Oftmals ist die Versuchung sehr groß, die unliebsame Stielwarze einfach mit der Schere abzuschneiden. Allerdings ist von dieser Methode eher abzuraten, da es trotz der kleinen Wunde entweder zu Blutungen kommen kann und natürlich die Gefahr einer Infektion besteht, wenn das Fibrom mit einer handelsüblichen und nicht desinfizierten Schere durchgeführt wurde. Sehen Sie daher lieber vor solchen Operationen daheim ab und gehen Sie zu Ihrem Hautarzt, denn schließlich sind diese Spezialisten dazu da, Ihnen fachmännisch zu helfen.
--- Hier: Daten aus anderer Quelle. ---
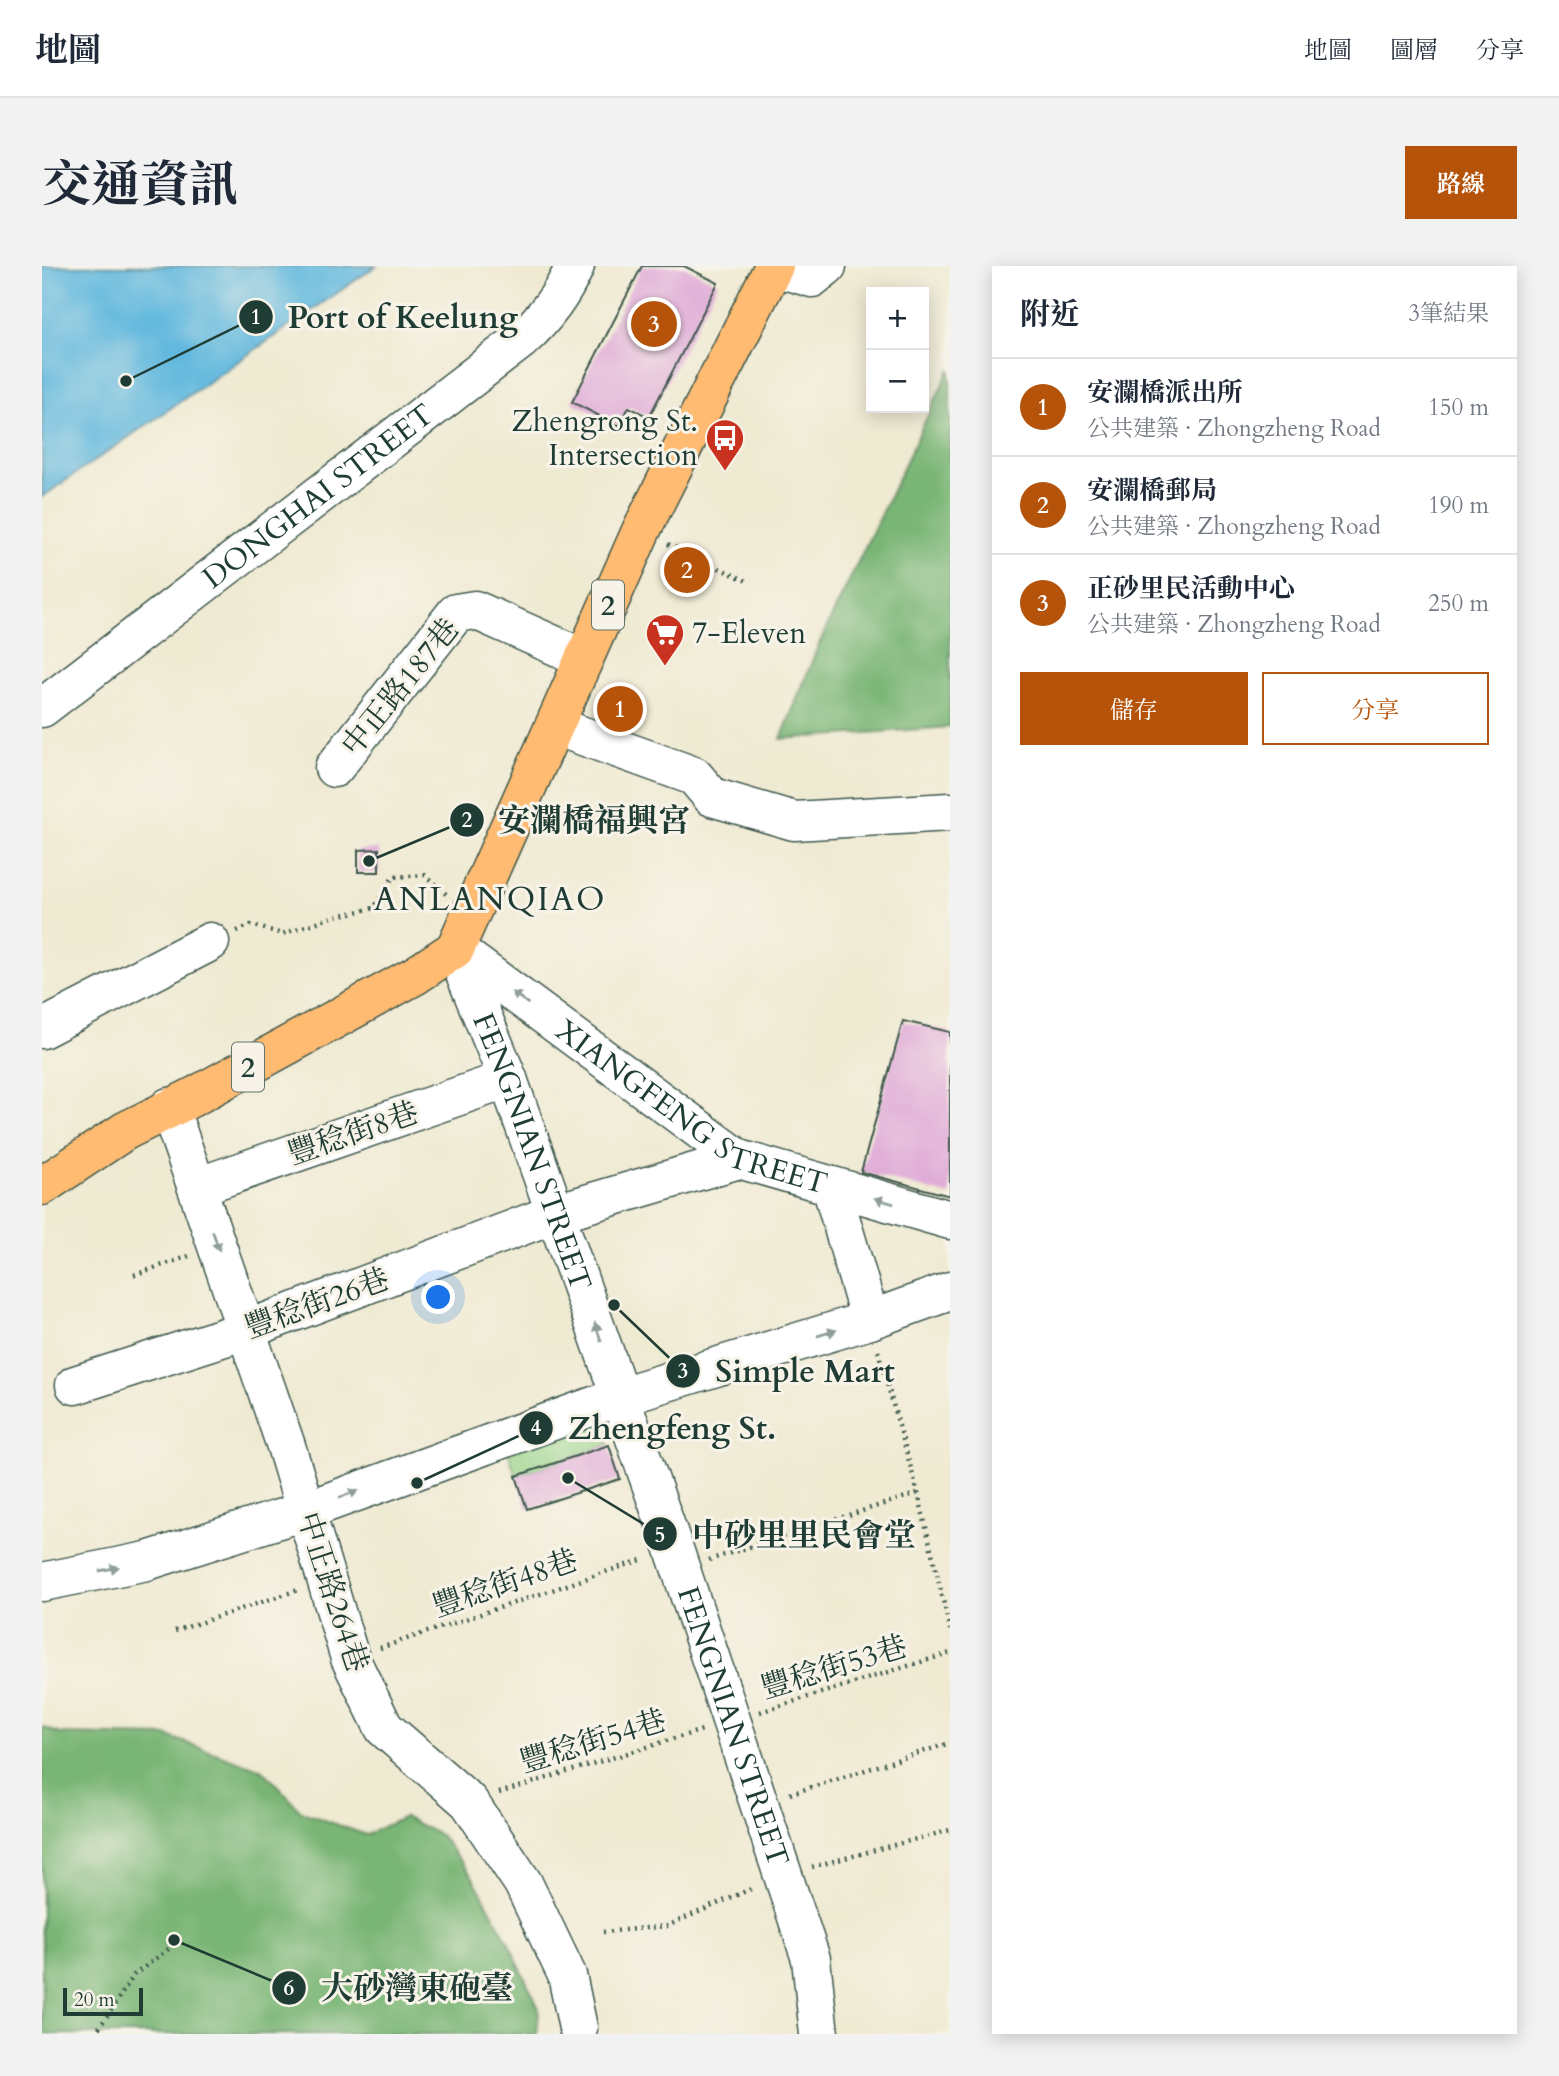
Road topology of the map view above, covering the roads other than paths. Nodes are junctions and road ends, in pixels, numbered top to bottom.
1 (575, 266) edge
2 (774, 266) edge
3 (827, 266) edge
4 (583, 659) junction
5 (42, 708) edge
6 (555, 726) junction
7 (334, 768) dead end
8 (950, 812) edge
9 (210, 942) road end
10 (455, 949) junction
11 (42, 1029) edge
12 (508, 1079) junction
13 (169, 1107) junction
14 (739, 1159) junction
15 (42, 1186) edge
16 (831, 1186) junction
17 (197, 1187) junction
18 (556, 1213) junction
19 (950, 1220) edge
20 (950, 1291) edge
21 (870, 1320) junction
22 (247, 1330) junction
23 (75, 1385) dead end
24 (621, 1396) junction
25 (307, 1510) junction
26 (42, 1583) edge
27 (578, 2028) dead end
28 (820, 2034) edge

1 - 5 street, DONGHAI STREET
2 - 3 street
2 - 4 main road, 2
4 - 6 main road, 2
4 - 7 street, 中正路187巷
6 - 8 street
6 - 10 main road, 2
9 - 11 street
10 - 12 street, FENGNIAN STREET
10 - 13 main road, 2
14 -> 10 street, XIANGFENG STREET
12 - 17 street, 豐稔街8巷
12 - 18 street, FENGNIAN STREET
13 - 15 main road, 2
13 - 17 street, 中正路264巷
14 - 16 street, XIANGFENG STREET
14 - 18 street, 豐稔街26巷
19 -> 16 street, XIANGFENG STREET
16 - 21 street
17 -> 22 street, 中正路264巷
18 - 22 street, 豐稔街26巷
24 -> 18 street, FENGNIAN STREET
20 - 21 street
24 -> 21 street
22 - 23 street, 豐稔街26巷
22 - 25 street, 中正路264巷
25 -> 24 street
24 - 28 street, FENGNIAN STREET
26 -> 25 street
25 - 27 street, 中正路264巷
Andere Mittel, die Sie vielleicht in der Apotheke gegen Warzen finden, werden bei Stielwarzen jedoch nutzlos sein, da es sich bei Stielwarzen um keine echten Warzen handelt, die durch Viren entstehen. Sehr oft kursieren bestimmte „Hausmittel“ im Internet, die gegen Stielwarzen erfolgreich sein sollen: so wird etwa dem Apfelessig eine nahezu heilende Wirkung angedichtet, angeblich soll man die Stielwarze mit etwas Apfelessig einreiben und binnen weniger Wochen würde diese verschwinden. Teebaumöl soll gleichermaßen helfen. Allerdings gilt diese Methode als fragwürdig, da Teebaumöl zwar antibakteriell wirkt, gegen die Stielwarze als solches aber nichts ausrichten kann. Ganz im Gegenteil: die Haut kann austrocknen, Hautaschläge sind ebenfalls nicht selten, wenn Sie Teebaumöl dauerhaft anwenden. Das gleiche Phänomen kann beim Apfelessig der Fall sein: zwar ist es möglich, dass die Stielwarze nach dauerhafter Behandlung abfällt, allerdings wird das umliegende Hautgewebe durch die Berührung mit dem Apfelessig immer wieder gereizt und kann daher zu Entzündungen oder Ekzemen führen. Daher raten Fachleute von diesen Maßnahmen ab.

Als letzte Methode, die immer wieder vorgeschlagen wird, wird das Abbinden der Stielwarze mit einem Stück Nähgarn. Auf diese Weise soll die ungeliebte Hautpartie schwarz werden und über kurz oder lang absterben und abfallen. Vor dieser Vorgehensweise wird ebenfalls abgeraten, da diese Methode zum einen sehr unpräzise ist und Sie Ihrer Haut mit dem Abbinden echte Schäden zufügen können. Im Bereich der abgestorbenen Haut kann es zu unangenehmen Entzündungen kommen.

Fazit

Was lässt sich also zusammenfassend festhalten? Bei den Stielwarzen handelt es sich um ungefährliche, gutartige Hautwucherungen, die nicht ansteckend oder schmerzhaft sind. Wenn Sie sich von den Stielwarzen „gestört“ fühlen, können Sie entweder auf eigene Kosten eine Entfernung beim Hautarzt vornehmen lassen oder es mit einem speziellen Enteisungsspray aus der Apotheke Ihres Vertrauens versuchen. Beachten Sie dabei, dass Sie unbedingt ein Enteisungsspray gegen Stielwarzen kaufen, da Mittel für herkömmliche Warzen nutzlos sind. Gleichermaßen sollten Sie auf Alleingänge Zuhause verzichten, wie etwa das Entfernen der Stielwarze mit einer Schere oder auch Hausmittel, wie beispielsweise Apfelessig oder Teebaumöl. Damit können Sie mehr Schaden anrichten. Bedenken Sie zudem, dass Salben oder Cremes gegen herkömmliche Warzen hier nicht helfen, da es sich bei Ihrer Warzenart um keine durch Viren verursachte Warze handelt, sondern um ein Fibrom.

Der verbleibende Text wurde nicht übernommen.